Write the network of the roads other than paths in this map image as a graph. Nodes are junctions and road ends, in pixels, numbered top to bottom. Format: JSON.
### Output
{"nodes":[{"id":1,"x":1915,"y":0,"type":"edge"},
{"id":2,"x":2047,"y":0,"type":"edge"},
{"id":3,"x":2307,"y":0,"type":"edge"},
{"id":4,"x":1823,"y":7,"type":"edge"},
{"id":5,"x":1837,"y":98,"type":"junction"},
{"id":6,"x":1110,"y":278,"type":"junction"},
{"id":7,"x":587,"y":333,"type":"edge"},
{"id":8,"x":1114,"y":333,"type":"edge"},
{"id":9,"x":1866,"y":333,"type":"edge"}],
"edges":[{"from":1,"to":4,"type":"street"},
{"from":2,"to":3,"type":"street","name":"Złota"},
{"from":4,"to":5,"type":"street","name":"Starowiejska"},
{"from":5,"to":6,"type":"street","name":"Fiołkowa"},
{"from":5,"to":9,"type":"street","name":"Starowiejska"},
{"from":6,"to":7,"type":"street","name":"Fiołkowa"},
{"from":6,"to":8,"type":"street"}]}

....

### Exercise goal
Above are the records; restate each one exactly.

### Solution for this problem
Write the network of the roads other than paths in this map image as a graph. Nodes are junctions and road ends, in pixels, numbered top to bottom. Format: JSON.
### Output
{"nodes":[{"id":1,"x":1915,"y":0,"type":"edge"},
{"id":2,"x":2047,"y":0,"type":"edge"},
{"id":3,"x":2307,"y":0,"type":"edge"},
{"id":4,"x":1823,"y":7,"type":"edge"},
{"id":5,"x":1837,"y":98,"type":"junction"},
{"id":6,"x":1110,"y":278,"type":"junction"},
{"id":7,"x":587,"y":333,"type":"edge"},
{"id":8,"x":1114,"y":333,"type":"edge"},
{"id":9,"x":1866,"y":333,"type":"edge"}],
"edges":[{"from":1,"to":4,"type":"street"},
{"from":2,"to":3,"type":"street","name":"Złota"},
{"from":4,"to":5,"type":"street","name":"Starowiejska"},
{"from":5,"to":6,"type":"street","name":"Fiołkowa"},
{"from":5,"to":9,"type":"street","name":"Starowiejska"},
{"from":6,"to":7,"type":"street","name":"Fiołkowa"},
{"from":6,"to":8,"type":"street"}]}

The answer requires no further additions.